Who is Bizarrap? A look at the 24-year-old DJ behind Shakira’s latest song

The young producer is the most listened Argentine artist on Spotify. His first steps in music. The importance of freestyle and collaborations. Why are his sessions always recorded on the same "stage"

In a small circle amid a crowd of teenagers, four freestylers aim for glory in the last rap battle of the year. It’s December 2016. Gonzalo is one of countless Argentine teenagers watching the grand finale. He realizes something special is happening within his generation. So, he decides to turn those freestyle battles into remixes. 

Six years later, in January 2023, Gonzalo is wearing a cap, glasses and in the last 15 hours he’s had 28 million plays of his latest song, a collaboration with global megastar Shakira. Meet Bizarrap. 

His story begins in the middle-class Buenos Aires suburb Ramos Mejía. He has loved music since he was a kid –he says he is a fan of Radiohead and PJ Harvey. As a teenager, he started to take piano lessons, more to understand music itself than because of a love of the instrument. Julia, his teacher, taught him music theory. Young Gonzalo’s goal was to write his own songs.

A fan of Skrillex and other producers like Flood, Gonzalo soon took his first steps in music. In his bedroom at his parents’ house in Ramos Mejía, he set up a small home studio where he began to explore his sound. He invited the freestylers he saw rapping at Quinto Escalón, the mythical event that was the first stage for all the rappers of the current Argentine scene such as Paulo Londra, Trueno, Duki, Ysy A or LIT killah. The challenge was to record everything in one day: freestyle, beat, video. The result was uploaded to his YouTube channel. Slowly, Gonzalo was transforming from the suburban kid into his artistic alter ego that would make it round the world: Bizarrap.

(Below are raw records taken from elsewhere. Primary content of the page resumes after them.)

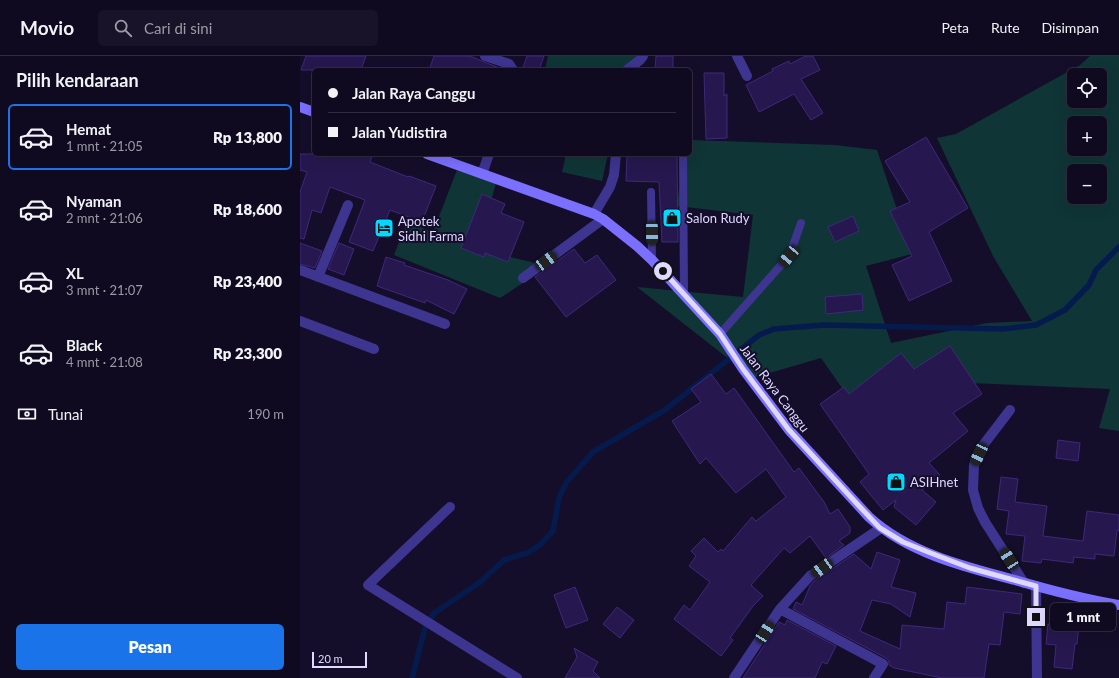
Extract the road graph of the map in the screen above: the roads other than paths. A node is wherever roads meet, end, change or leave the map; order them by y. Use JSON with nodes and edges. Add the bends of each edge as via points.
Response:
{"nodes":[{"id":1,"x":485,"y":56,"type":"edge"},
{"id":2,"x":643,"y":56,"type":"edge"},
{"id":3,"x":737,"y":56,"type":"edge"},
{"id":4,"x":512,"y":68,"type":"edge"},
{"id":5,"x":630,"y":68,"type":"edge"},
{"id":6,"x":747,"y":76,"type":"dead end"},
{"id":7,"x":300,"y":107,"type":"edge"},
{"id":8,"x":312,"y":111,"type":"edge"},
{"id":9,"x":432,"y":156,"type":"edge"},
{"id":10,"x":488,"y":156,"type":"edge"},
{"id":11,"x":616,"y":156,"type":"edge"},
{"id":12,"x":683,"y":156,"type":"edge"},
{"id":13,"x":482,"y":174,"type":"junction"},
{"id":14,"x":651,"y":192,"type":"dead end"},
{"id":15,"x":348,"y":204,"type":"dead end"},
{"id":16,"x":594,"y":214,"type":"junction"},
{"id":17,"x":603,"y":219,"type":"junction"},
{"id":18,"x":801,"y":224,"type":"dead end"},
{"id":19,"x":652,"y":260,"type":"junction"},
{"id":20,"x":300,"y":270,"type":"edge"},
{"id":21,"x":318,"y":277,"type":"junction"},
{"id":22,"x":523,"y":278,"type":"dead end"},
{"id":23,"x":684,"y":294,"type":"junction"},
{"id":24,"x":300,"y":321,"type":"edge"},
{"id":25,"x":445,"y":324,"type":"dead end"},
{"id":26,"x":720,"y":334,"type":"junction"},
{"id":27,"x":374,"y":349,"type":"dead end"},
{"id":28,"x":1010,"y":410,"type":"dead end"},
{"id":29,"x":450,"y":507,"type":"dead end"},
{"id":30,"x":880,"y":528,"type":"junction"},
{"id":31,"x":1024,"y":583,"type":"junction"},
{"id":32,"x":1036,"y":586,"type":"junction"},
{"id":33,"x":1119,"y":606,"type":"edge"},
{"id":34,"x":780,"y":609,"type":"junction"},
{"id":35,"x":517,"y":678,"type":"edge"},
{"id":36,"x":734,"y":678,"type":"edge"},
{"id":37,"x":874,"y":678,"type":"edge"},
{"id":38,"x":1037,"y":678,"type":"edge"}],
"edges":[{"from":1,"to":4,"type":"street","via":[[509,64]]},
{"from":2,"to":5,"type":"street"},
{"from":3,"to":6,"type":"street"},
{"from":7,"to":8,"type":"main road"},
{"from":9,"to":13,"type":"main road","name":"Jalan Raya Canggu"},
{"from":10,"to":13,"type":"street"},
{"from":11,"to":16,"type":"street","via":[[610,187]]},
{"from":12,"to":23,"type":"lane"},
{"from":13,"to":16,"type":"main road","name":"Jalan Raya Canggu"},
{"from":14,"to":19,"type":"lane"},
{"from":15,"to":21,"type":"street"},
{"from":16,"to":17,"type":"main road","name":"Jalan Raya Canggu"},
{"from":17,"to":19,"type":"main road","name":"Jalan Raya Canggu"},
{"from":17,"to":22,"type":"street"},
{"from":18,"to":26,"type":"lane","via":[[789,256]]},
{"from":19,"to":23,"type":"main road","name":"Jalan Raya Canggu"},
{"from":20,"to":21,"type":"street"},
{"from":21,"to":25,"type":"street"},
{"from":23,"to":26,"type":"main road","name":"Jalan Raya Canggu"},
{"from":24,"to":27,"type":"street"},
{"from":26,"to":30,"type":"main road","name":"Jalan Raya Canggu","via":[[789,430]]},
{"from":28,"to":31,"type":"street","via":[[984,444],[974,465],[973,490],[985,522]]},
{"from":29,"to":35,"type":"street","via":[[368,585]]},
{"from":30,"to":31,"type":"main road","name":"Jalan Raya Canggu","via":[[903,542],[928,552],[970,568]]},
{"from":30,"to":34,"type":"street","via":[[810,576]]},
{"from":31,"to":32,"type":"main road","name":"Jalan Raya Canggu"},
{"from":32,"to":33,"type":"main road","name":"Jalan Raya Canggu"},
{"from":32,"to":38,"type":"street"},
{"from":34,"to":36,"type":"street"},
{"from":34,"to":37,"type":"street","via":[[883,664]]}]}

Among his collaborations, one in particular blew up, long holding the record for most views on his YouTube channel. It is session number 6, which he uploaded on June 27, 2019, and features Mateo, aka, Trueno. Two months later, on August 14, 2019, he recorded a collaboration with Nicki Nicole, a teenager from Rosario who was still a high school senior. This one exploded, too. A year and a half later, she would become the first Argentine woman to appear on Jimmy Fallon’s show in the US. 

From that moment on, Bizarrap beat Gonzalo. His character includes a cap and glasses that cover most of his face, as if emulating Daft Punk’s game of anonymity. He selects those who get to know Gonzalo –for everyone else, it’s Bizarrap. 

Despite his rising popularity and fame, Bizarrap clings to one idea: the stage for all collaborative music sessions will always be “his room”. 

He told Argentine journalist Julio Leiva: “I don’t care about the location, what’s important is the message I give. If I do it in an overly flashy studio, a 15-year-old kid –like the one I once was– won’t identify with it. I see myself reflected in that, and I want them to see themselves reflected in me. Nowadays, I am trying to set up the path so that 15-year-old producers have the kind of reference I did not get to have as a producer back then. So they can see that you can make several 100 million songs from your own room, without any kind of guidelines or anyone else’s support”.

Biza is part of a generation of Argentine musicians from working- and middle-class neighborhoods who used to get together and rap in public parks, and then upload it to YouTube. Boys and girls who were able to break through the local scene thanks to the Internet. Teenagers who collaborated with each other to push themselves forward. 

The most beautiful thing about his story –and that of other Argentine musicians of his generation– is the notion that dreams are never too far to reach.